Select the point tool , then place a point at the vertex of the parabola in your image. Using the direction, size and vertex of your parabola, think of a quadratic equation in general form, y = a(x - h)2 + k, that would closely match your parabola. Remember (h, k) represents the vertex of the parabola. Enter that equation in the Input bar. See how closely the graphed parabola matches your image parabola. You may need to try different values of a to make the parabola fit. To change the values of the equation, right-click on the parabola, choose Object Properties…, and change the equation under the Basic tab. Close the window. Once the graphed parabola matches as close as possible to the image, make note of the quadratic equation, both in general and standard form (y = ax2 + bx + c). When completed, the graphed parabola should lie on top of the parabola in your image. If necessary, right-click on the image and go to the Color tab to make the image more transparent so the graphed parabola can be seen over the image.
Identify the vertex, axis of symmetry, domain and range of the graphed parabola by inspecting your graph. Find the x- and y-intercepts of the parabola using the "Intersect Two Objects" icon . Remember this tool may be hidden below other buttons. To find the x-intercepts, select the parabola, then the x-axis. To find the y-intercepts, select the parabola, then the y-axis. Find the discriminant and explain the best method of finding the x-intercepts algebraically. Find the x-intercepts, or solutions to the quadratic equation, algebraically using each of the following methods: factoring, the quadratic formula, and completing the square. If a method cannot be used, explain why. Show all work involved with each method. Write a paragraph or two describing the picture you took. Provide details such as where it was found, how you found it, and why you chose this parabola in your activity. Send the activity to your instructor with the following information: Title (1 point) Materials Used (1 point) Procedure (1 point) Data(20 points) Include: A screenshot of GeoGebra with the picture you uploaded in the background and the graphed parabola on top. This can be done using the menu at the top of the GeoGebra screen. Go to "File," "Export," "Graphics View to Clipboard." Right-click in your document and choose "Paste." (2 points) The quadratic equation matching your picture in general form and in standard form. (2 points) Vertex, axis of symmetry, domain and range of the parabola. (4 points) The x- and y-intercepts found using GeoGebra. (2 points) A complete sentence explaining which method of solving would be best used based on the value of the discriminant. (2 points) The solutions, or x-intercepts, of the parabola found algebraically by factoring, using the quadratic formula and completing the square. If one of these methods cannot be used, a complete sentence explaining why. (3 points) 1-2 paragraphs describing the parabolic image chosen. Provide details such as where it was found, how you found it, and why you chose this parabola in your activity. (5 points)
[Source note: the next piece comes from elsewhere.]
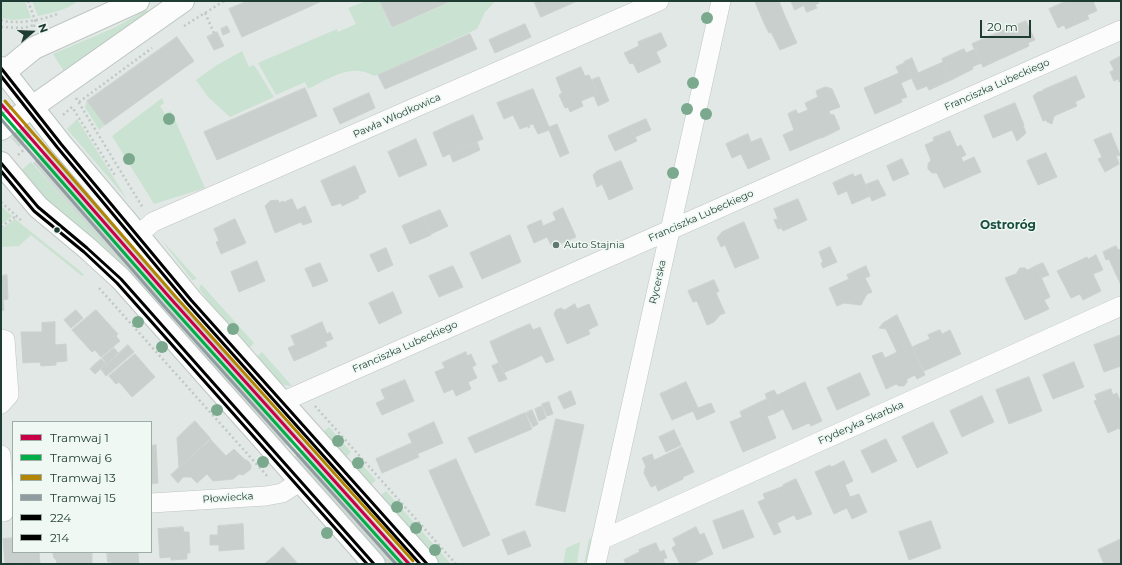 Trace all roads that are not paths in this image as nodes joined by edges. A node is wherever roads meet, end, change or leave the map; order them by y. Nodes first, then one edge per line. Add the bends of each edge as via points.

well, a parabola can be defined by its x intercepts, called zeroes or roots. For what x values does your parabola cross the x axis at?
2,8 ?
i cant tell that part, pictures not that detailed for me to see, |dw:1365103947488:dw|
are those x values 2 and 8 on the picture you posted?
you have 2 arches ... which one are you using?
if its the front one, im guessing its a 2.5 and a 12.5 but im not sure what you are looking at
the back 1
...why? front one seems simpler; 3 and 13, while the back one might be iffier
ohkay front
lol, do you agree that 3 and 13 look about right for those x values?
yes
we will also want to know the value of x that is in the center of those, that will be our "line of symmetry".
what value is the center between 3 and 13?
uhm ?
if you cant find the middle between 3 and 13, then you are definantly not prepared to do quadratics ....
we want some value such that 3+n = 13-n can you solve for n?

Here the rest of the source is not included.